The State Attorney has informed Chief of Police Roni Alsheich he is entitled to ban protests by extremist haredi activists outside the private houses of IDF personnel.
The letter was issued on Monday against a background of a vitriolic and often violent campaigns by radicals from the haredi community against haredi men who enlist in the IDF and IDF personnel involved in attracting recruits from the ultra-Orthodox community.
Extremists have in particular staged numerous protests outside the private residences of army personnel heading haredi recruitment.
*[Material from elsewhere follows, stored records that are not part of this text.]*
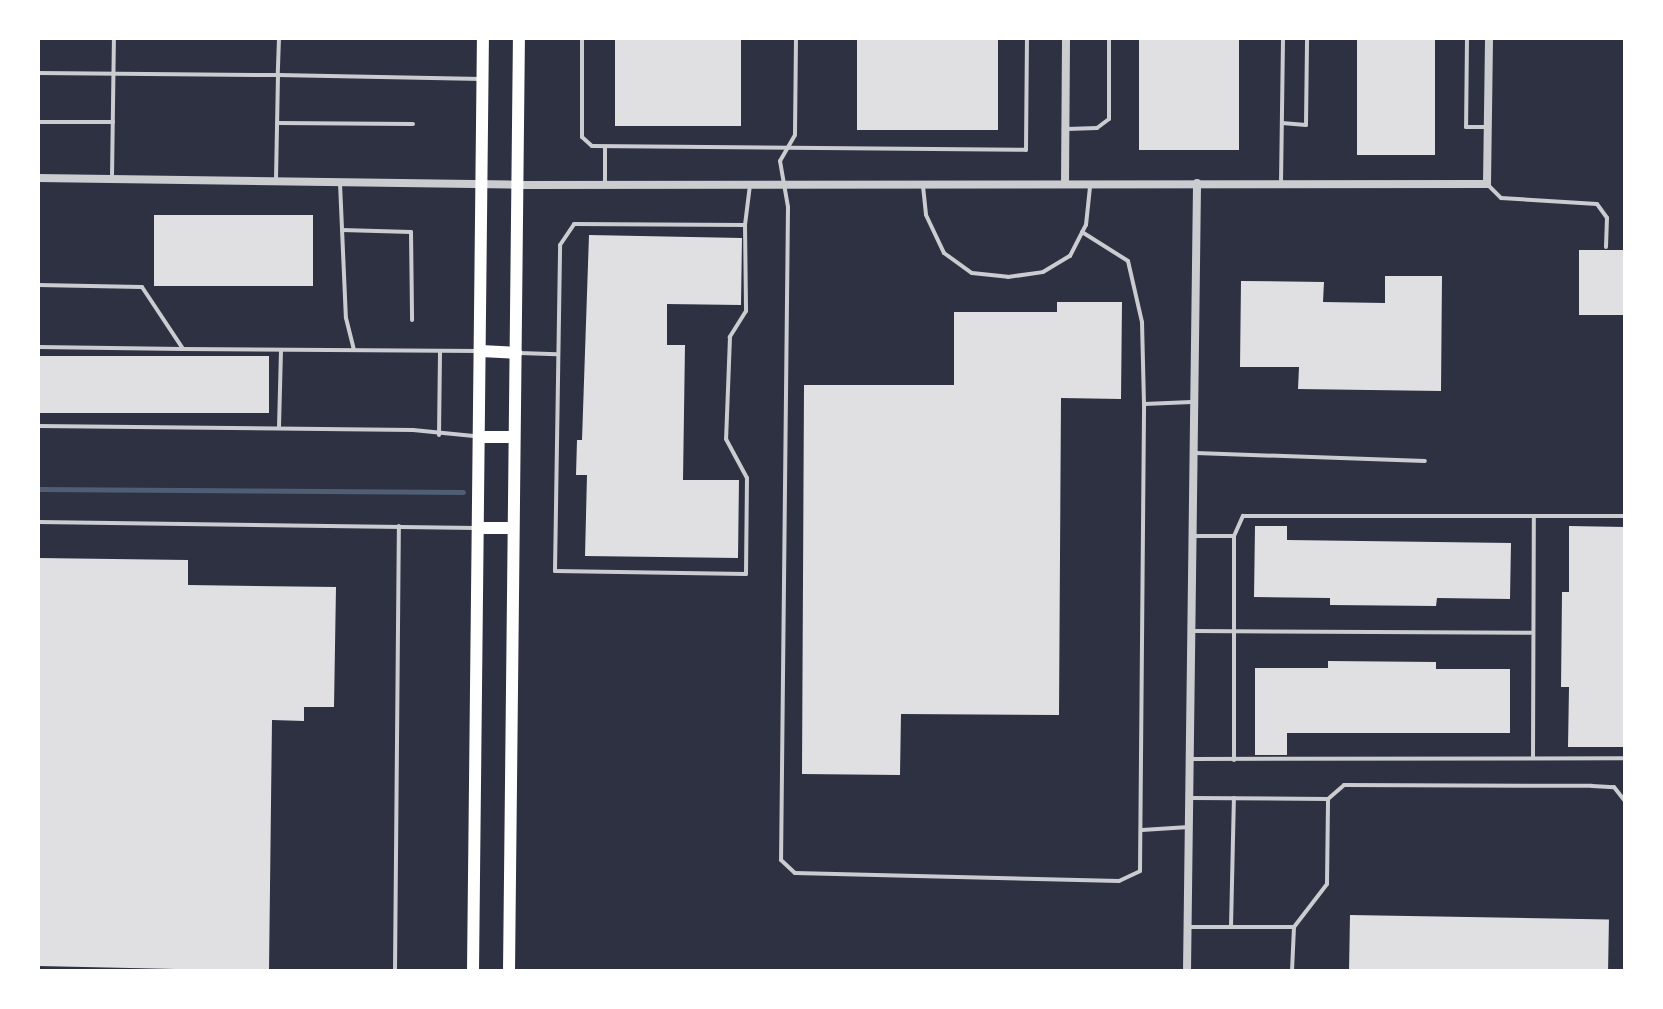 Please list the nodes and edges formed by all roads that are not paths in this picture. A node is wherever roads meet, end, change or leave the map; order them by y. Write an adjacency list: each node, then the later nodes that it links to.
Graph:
1 (114, 38): 15 (lane)
2 (279, 38): 16 (lane)
3 (483, 38): 17 (main road)
4 (519, 38): 38 (main road)
5 (582, 38): 25 (lane)
6 (796, 38): 26 (lane)
7 (1027, 38): 26 (lane)
8 (1066, 38): 24 (street)
9 (1109, 38): 24 (lane)
10 (1283, 38): 21 (lane)
11 (1307, 38): 21 (lane)
12 (1467, 38): 23 (lane)
13 (1489, 38): 23 (street)
14 (38, 73): 15 (lane)
15 (113, 74): 16 (lane); 19 (lane)
16 (278, 75): 17 (lane); 20 (lane)
17 (483, 79): 37 (main road)
18 (38, 122): 19 (lane)
19 (113, 122): 28 (lane)
20 (277, 123): 22 (lane); 29 (lane)
21 (1282, 123): 32 (lane)
22 (413, 124)
23 (1488, 127): 36 (street)
24 (1065, 129): 34 (street)
25 (605, 147): 26 (lane); 39 (lane)
26 (788, 148): 41 (lane)
27 (38, 178): 28 (street)
28 (112, 180): 29 (street)
29 (276, 182): 30 (street)
30 (340, 183): 37 (street); 43 (lane)
31 (1197, 183): 32 (street); 35 (street); 56 (street)
32 (1281, 183): 36 (street)
33 (923, 184): 34 (street); 41 (street); 44 (lane)
34 (1065, 184): 35 (street)
35 (1091, 184): 44 (lane)
36 (1487, 184): 45 (lane)
37 (483, 185): 38 (street); 53 (main road)
38 (517, 185): 39 (street); 54 (main road)
39 (605, 185): 40 (street)
40 (750, 185): 41 (street); 42 (lane)
41 (784, 185): 85 (lane)
42 (745, 225): 55 (lane); 55 (lane)
43 (342, 230): 47 (lane); 51 (lane)
44 (1082, 232): 57 (lane)
45 (1606, 247)
46 (38, 285): 49 (lane)
47 (412, 320)
48 (38, 347): 49 (lane)
49 (183, 349): 50 (lane)
50 (281, 350): 51 (lane); 59 (lane)
51 (354, 350): 52 (lane)
52 (440, 351): 53 (lane); 60 (lane)
53 (481, 351): 54 (main road); 61 (main road)
54 (516, 353): 55 (lane); 62 (main road)
55 (557, 354)
56 (1194, 402): 57 (lane); 63 (street)
57 (1144, 404): 85 (lane)
58 (38, 426): 59 (lane)
59 (279, 428): 60 (lane)
60 (439, 435): 61 (lane)
61 (481, 437): 62 (main road); 69 (main road)
62 (514, 437): 70 (main road)
63 (1193, 453): 64 (lane); 71 (street)
64 (1425, 461)
65 (1534, 516): 66 (lane); 72 (lane); 75 (lane)
66 (1625, 516)
67 (38, 522): 68 (lane)
68 (399, 526): 69 (lane); 89 (lane)
69 (480, 528): 70 (main road); 90 (main road)
70 (513, 528): 91 (main road)
71 (1192, 536): 72 (lane); 73 (street)
72 (1234, 536): 74 (lane)
73 (1191, 631): 74 (lane); 78 (street)
74 (1236, 632): 75 (lane); 79 (lane)
75 (1531, 633): 76 (lane)
76 (1533, 758): 77 (lane); 79 (lane)
77 (1625, 758)
78 (1193, 759): 79 (lane); 80 (street)
79 (1234, 760)
80 (1192, 798): 81 (lane); 84 (street)
81 (1234, 798): 82 (lane); 87 (lane)
82 (1328, 799): 83 (lane); 88 (lane)
83 (1625, 801)
84 (1191, 827): 85 (lane); 86 (street)
85 (1141, 830)
86 (1188, 927): 87 (lane); 92 (street)
87 (1231, 927): 88 (lane)
88 (1294, 927): 93 (lane)
89 (395, 971)
90 (473, 971)
91 (509, 971)
92 (1187, 971)
93 (1292, 971)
Some military personnel subsequently received death threats.
According to State Attorney Shai Nitzan and Deputy Attorney General Raz Nazri, there is no reason under the statutes dealing with freedom of assembly to allow protests outside private residences of public servants, when protestors could instead demonstrate outside their place of work.
Therefore permits should not be issued for protests to be held outside the houses of haredi IDF soldiers and recruiters, and police should disperse any protesters who do show up at these sites, the letter said.
The letter referenced three men in particular whose homes have been the site of numerous demonstrations: Major Yaakov Raashi in Beit Shemesh; head of haredi recruitment in the IDF Rabbi Menachem Katz in Bnei Brak; and Kiryat Gat municipal chief Rabbi Moshe Havlin who, together with his wife, was physically assaulted by extremists who broke into their home.
Nitzan said that at times dozens and even hundreds of demonstrators gather outside military personnels’ residences without a permit, frequently shouting and cursing, sometimes in the middle of the night.
One protest prevented Katz and his family from leaving their home in Bnei Brak for four hours one evening.
The letter said the government has placed high priority and “strategic importance” on increasing haredi enlistment to the IDF, and putting an end to such protests was critical to fighting the delegitimization campaign waged by extremists against haredi men serving in the army.
“We are aware of the operational difficulties which are likely to be created by dispersing protests, but nevertheless, set against the high price of these protests for these public servants in terms of their right to privacy, and that of their families and neighbors, and the influence of such protests on haredi enlistment and their continued service in the IDF, and bearing in mind the public interest of this issue, we request that you make every effort to prevent and disperse these protests as quickly as possible,” the letter said.
For the last four years, haredi extremists have waged a campaign of incitement and delegitimization against community members serving in the IDF, which they see as an attempt by the state to eradicate their religious identity by secularizing them in the army.
The campaign includes mass demonstrations; acts of civil disobedience such as blocking major traffic arteries and road junctions; physical and verbal assaults against haredi men in IDF uniforms; and a savage campaign of incitement in fliers, posters, pamphlets and other forms of written media against the notion of haredim serving in the army.
Numerous such incidents take place every week.
On Tuesday afternoon, before the Shavuot festival began, extremists in the Shmuel Hanavi neighborhood in Jerusalem attempted to assault haredi men in IDF uniforms.
This incident however turned out to be the latest in several undercover operations by the police, in which police personnel dressed as haredi soldiers walk through an extremist neighborhood and arrest anyone who attacks them.
The assailants reportedly threw bottles and other items at police personnel, cursed them and massed around them.
Seven suspects, including two minors, were arrested by the police in Tuesday’s operation.
“The Israel Police will not allow anyone to harm or do injury to anyone in uniform,” a police statement said.
“In dealing with this phenomenon, the police in Jerusalem and the area is carrying out pro-active operations which have led to the arrest of suspects and the prevention of additional assaults,” the police stated, adding that such operations would continue as long as necessary.